If you are struggling in your current relationship (for whatever reason) but you know that you do truly love your partner and want to make things work, taking the following actions can help.

  • Be honest and trustworthy. Mutual trust is a huge part of any long-term relationship. If you’ve done something to damage trust in your relationship, you need to be rigorously honest in all aspects of life from here on. If your partner sees you being honest and forthright in all of your actions, both in and out of your relationship, they will find it easier to trust you again.
  • Feel your partner’s feelings. In long-term relationships, empathy is as important as trust. Empathy is the ability to understand and share the experience of another person. If they’re hurting, you’re hurting. If they’re happy, you’re happy. When you actively empathize with another person, it becomes much easier to accept their ups and downs and quirky behaviors.

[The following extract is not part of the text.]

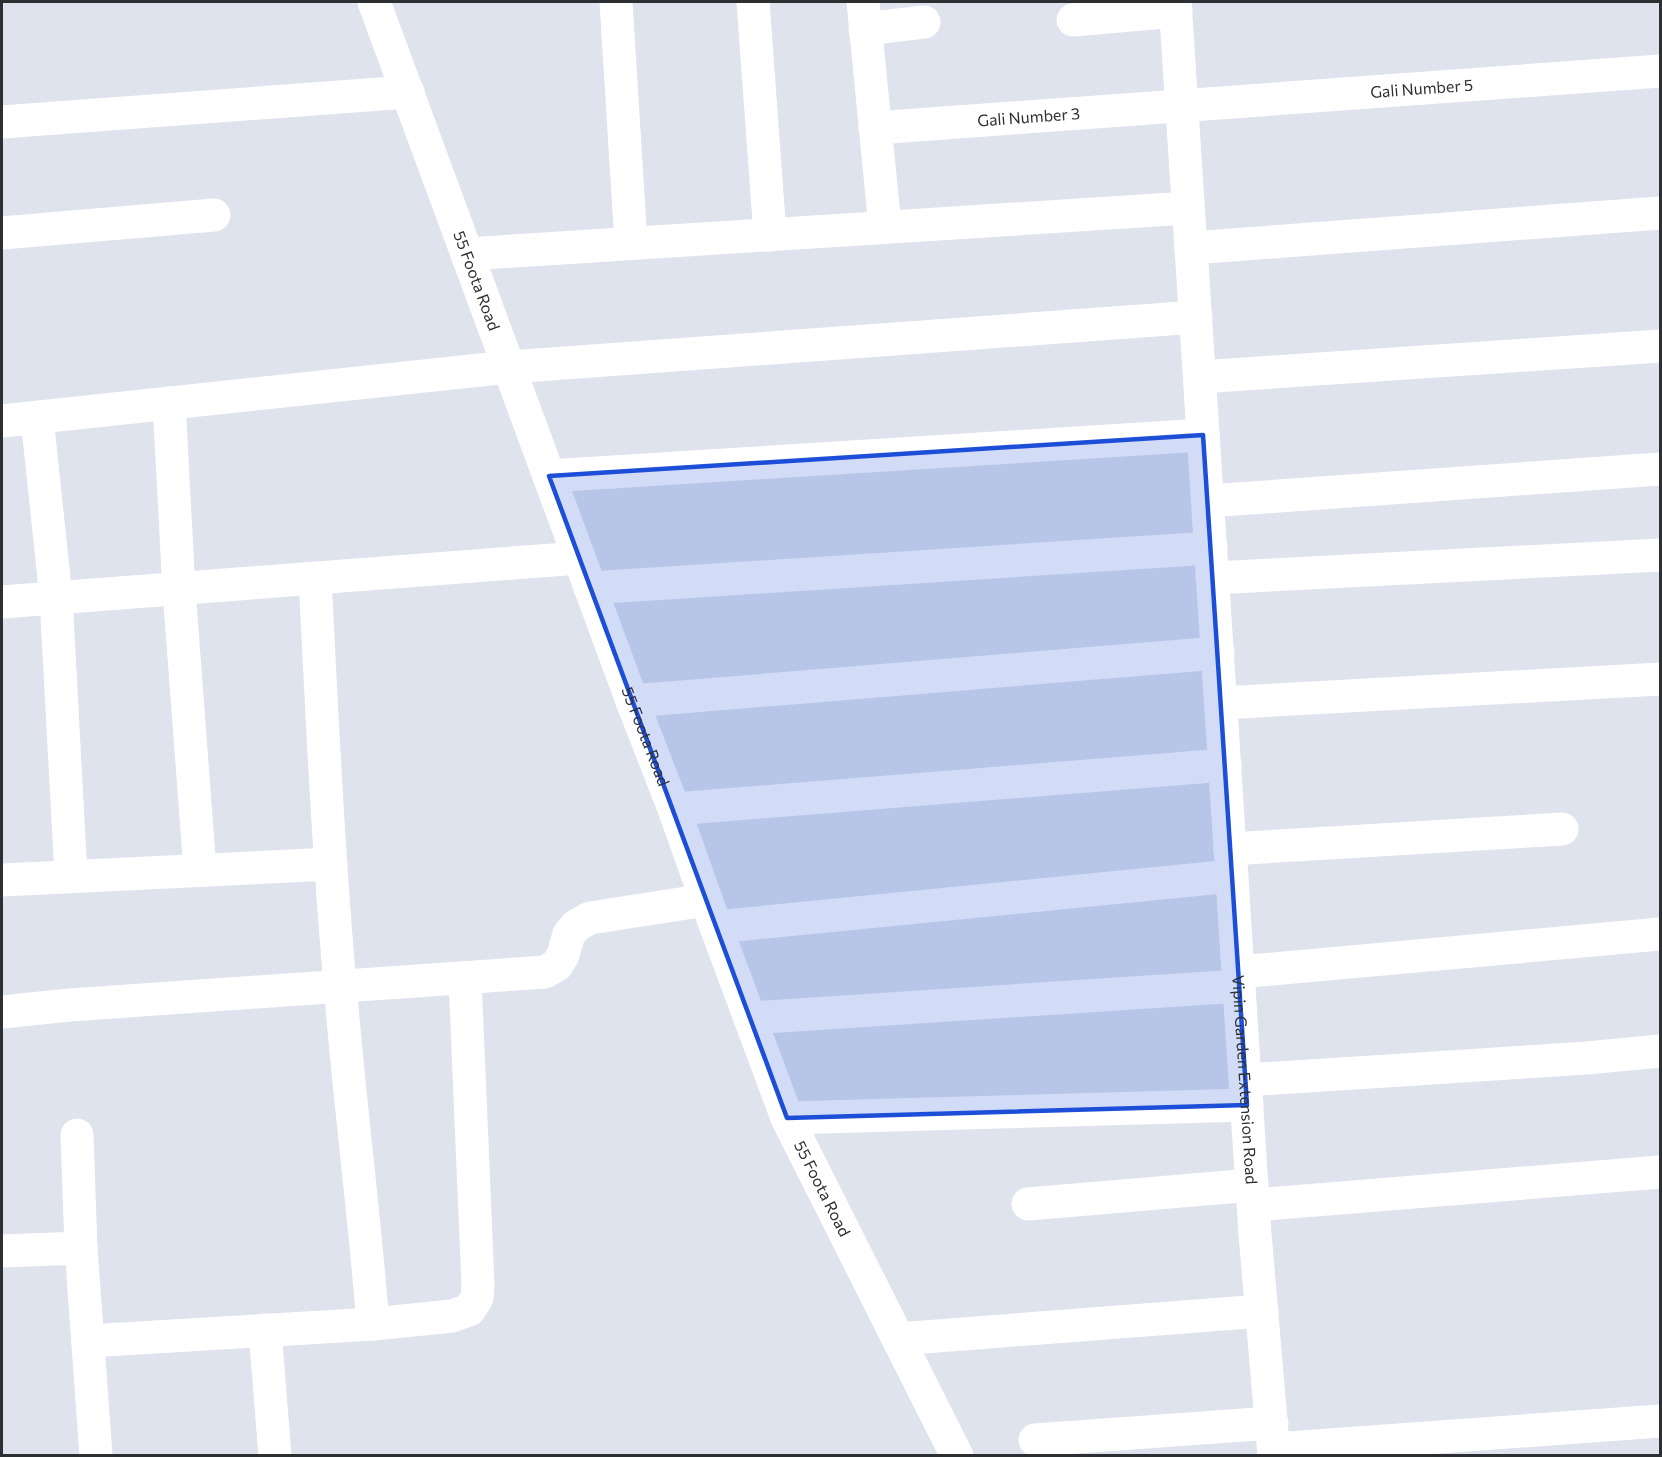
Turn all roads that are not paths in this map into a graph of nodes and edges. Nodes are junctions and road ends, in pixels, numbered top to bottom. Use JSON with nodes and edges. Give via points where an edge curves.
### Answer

  • Use words like we and our instead of I and my. A great way to actively express your love is to use inclusive words that show you value your relationship. Don’t refer to your home as my house, refer to it as our house. Don’t refer to your kids my kids, refer to them as our kids. Both you and your partner will notice this seemingly insignificant change.
  • Fight the problem, not each other. No matter how in-tune you are with your partner, you will inevitably disagree about certain things. This is normal. The trick is resolving your conflicts in ways that don’t destroy intimacy. One useful tactic is for you and your partner, at the start of any argument, to pause and view yourselves as allies—on the same team. That way, instead of fighting each other, you are fighting the problem, whatever the problem happens to be.
  • Don’t just say it, live it. Telling a person that you love them is nice, but, as the old saying goes, actions speak louder than words. This is no less true with love than anything else. This doesn’t, however, mean you need to resort to extravagant gestures. In fact, the little things will be far more meaningful in the long run. Most importantly, you need to spend quality time with your partner. It doesn’t matter much what you choose to do together, as long as your partner understands that your goal is to spend time together.

Needless to say, the suggestions listed above are not the only ways you can express love. They are simply a few ideas that can help you move forward on the path to deeper emotional intimacy and connection.